For what’s new in the browser’s DevTools, check out the release notes.

Chrome 62 also implements 35 security fixes. The following ones were found by external researchers:

  • [$7500+$1337][762930] High CVE-2017-5124: UXSS with MHTML. Reported by Anonymous on 2017-09-07
  • [$5000][749147] High CVE-2017-5125: Heap overflow in Skia. Reported by Anonymous on 2017-07-26
  • [$3000][760455] High CVE-2017-5126: Use after free in PDFium. Reported by Luật Nguyễn (@l4wio) of KeenLab, Tencent on 2017-08-30
  • [$3000][765384] High CVE-2017-5127: Use after free in PDFium. Reported by Luật Nguyễn (@l4wio) of KeenLab, Tencent on 2017-09-14
  • [$3000][765469] High CVE-2017-5128: Heap overflow in WebGL. Reported by Omair on 2017-09-14
  • [$3000][765495] High CVE-2017-5129: Use after free in WebAudio. Reported by Omair on 2017-09-15
  • [$3000][718858] High CVE-2017-5132: Incorrect stack manipulation in WebAssembly. Reported by Gaurav Dewan (@007gauravdewan) of Adobe Systems India Pvt. Ltd. on 2017-05-05
  • [$N/A][722079] High CVE-2017-5130: Heap overflow in libxml2. Reported by Pranjal Jumde (@pjumde) on 2017-05-14
  • [$5000][744109] Medium CVE-2017-5131: Out of bounds write in Skia. Reported by Anonymous on 2017-07-16
  • [$2000][762106] Medium CVE-2017-5133: Out of bounds write in Skia. Reported by Aleksandar Nikolic of Cisco Talos on 2017-09-05
  • [$1000][752003] Medium CVE-2017-15386: UI spoofing in Blink. Reported by WenXu Wu of Tencent’s Xuanwu Lab on 2017-08-03
  • [$1000][756040] Medium CVE-2017-15387: Content security bypass. Reported by Jun Kokatsu (@shhnjk) on 2017-08-16
  • [$1000][756563] Medium CVE-2017-15388: Out of bounds read in Skia. Reported by Kushal Arvind Shah of Fortinet’s FortiGuard Labs on 2017-08-17
  • [$500][739621] Medium CVE-2017-15389: URL spoofing in OmniBox. Reported by xisigr of Tencent’s Xuanwu Lab on 2017-07-06
  • [$500][750239] Medium CVE-2017-15390: URL spoofing in OmniBox. Reported by Haosheng Wang (@gnehsoah) on 2017-07-28
  • [$500][598265] Low CVE-2017-15391: Extension limitation bypass in Extensions. Reported by João Lucas Melo Brasio (whitehathackers.com.br) on 2016-03-28
  • [$N/A][714401] Low CVE-2017-15392: Incorrect registry key handling in PlatformIntegration. Reported by Xiaoyin Liu (@general_nfs) on 2017-04-22
  • [$N/A][732751] Low CVE-2017-15393: Referrer leak in Devtools. Reported by Svyat Mitin on 2017-06-13
  • [$N/A][745580] Low CVE-2017-15394: URL spoofing in extensions UI. Reported by Sam @sudosammy on 2017-07-18
  • [$N/A][759457] Low CVE-2017-15395: Null pointer dereference in ImageCapture. Reported by johberlvi@ on 2017-08-28

Google thus spent at least $40,337 in bug bounties for this release. As always, the security fixes alone should be enough incentive for you to upgrade.

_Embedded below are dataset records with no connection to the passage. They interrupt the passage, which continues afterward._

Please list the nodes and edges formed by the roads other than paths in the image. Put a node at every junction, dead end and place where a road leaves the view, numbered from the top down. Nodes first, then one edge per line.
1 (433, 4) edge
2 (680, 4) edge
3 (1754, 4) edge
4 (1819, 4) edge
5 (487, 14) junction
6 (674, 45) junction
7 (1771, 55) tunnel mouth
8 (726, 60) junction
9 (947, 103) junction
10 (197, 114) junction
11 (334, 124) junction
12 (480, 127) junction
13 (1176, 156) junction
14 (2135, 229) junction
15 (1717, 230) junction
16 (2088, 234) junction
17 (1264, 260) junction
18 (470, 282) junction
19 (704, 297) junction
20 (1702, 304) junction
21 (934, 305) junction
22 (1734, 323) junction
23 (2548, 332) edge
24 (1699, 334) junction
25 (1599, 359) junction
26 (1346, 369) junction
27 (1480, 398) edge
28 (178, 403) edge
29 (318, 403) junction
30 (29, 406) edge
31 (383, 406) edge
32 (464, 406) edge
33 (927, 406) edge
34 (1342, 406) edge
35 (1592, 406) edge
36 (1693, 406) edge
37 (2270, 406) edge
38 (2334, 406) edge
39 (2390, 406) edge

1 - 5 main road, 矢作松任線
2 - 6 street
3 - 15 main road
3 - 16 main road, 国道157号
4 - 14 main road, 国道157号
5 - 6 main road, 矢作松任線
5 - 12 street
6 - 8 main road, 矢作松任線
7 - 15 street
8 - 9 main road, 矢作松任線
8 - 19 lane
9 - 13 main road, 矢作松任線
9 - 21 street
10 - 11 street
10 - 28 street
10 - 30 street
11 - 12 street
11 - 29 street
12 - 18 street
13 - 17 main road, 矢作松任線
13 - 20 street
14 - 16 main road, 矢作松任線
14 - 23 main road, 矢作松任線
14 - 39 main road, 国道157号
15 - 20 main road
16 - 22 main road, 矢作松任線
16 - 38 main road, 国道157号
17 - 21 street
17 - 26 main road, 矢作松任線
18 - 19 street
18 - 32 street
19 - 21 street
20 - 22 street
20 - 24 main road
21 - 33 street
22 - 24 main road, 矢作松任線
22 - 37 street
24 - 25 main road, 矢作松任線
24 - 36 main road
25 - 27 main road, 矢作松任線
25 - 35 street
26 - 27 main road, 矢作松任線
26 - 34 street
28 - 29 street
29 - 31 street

Google releases a new version of its browser every six weeks or so. Chrome 63 will arrive by early December.

Update on October 24: Google today released Chrome 62 for Android. In addition to performance and stability fixes, you can expect three new features: Download files faster with accelerated downloads, view and copy passwords saved with Chrome if device lock is enabled, and quickly see your data savings in the Chrome menu when Data Saver is on.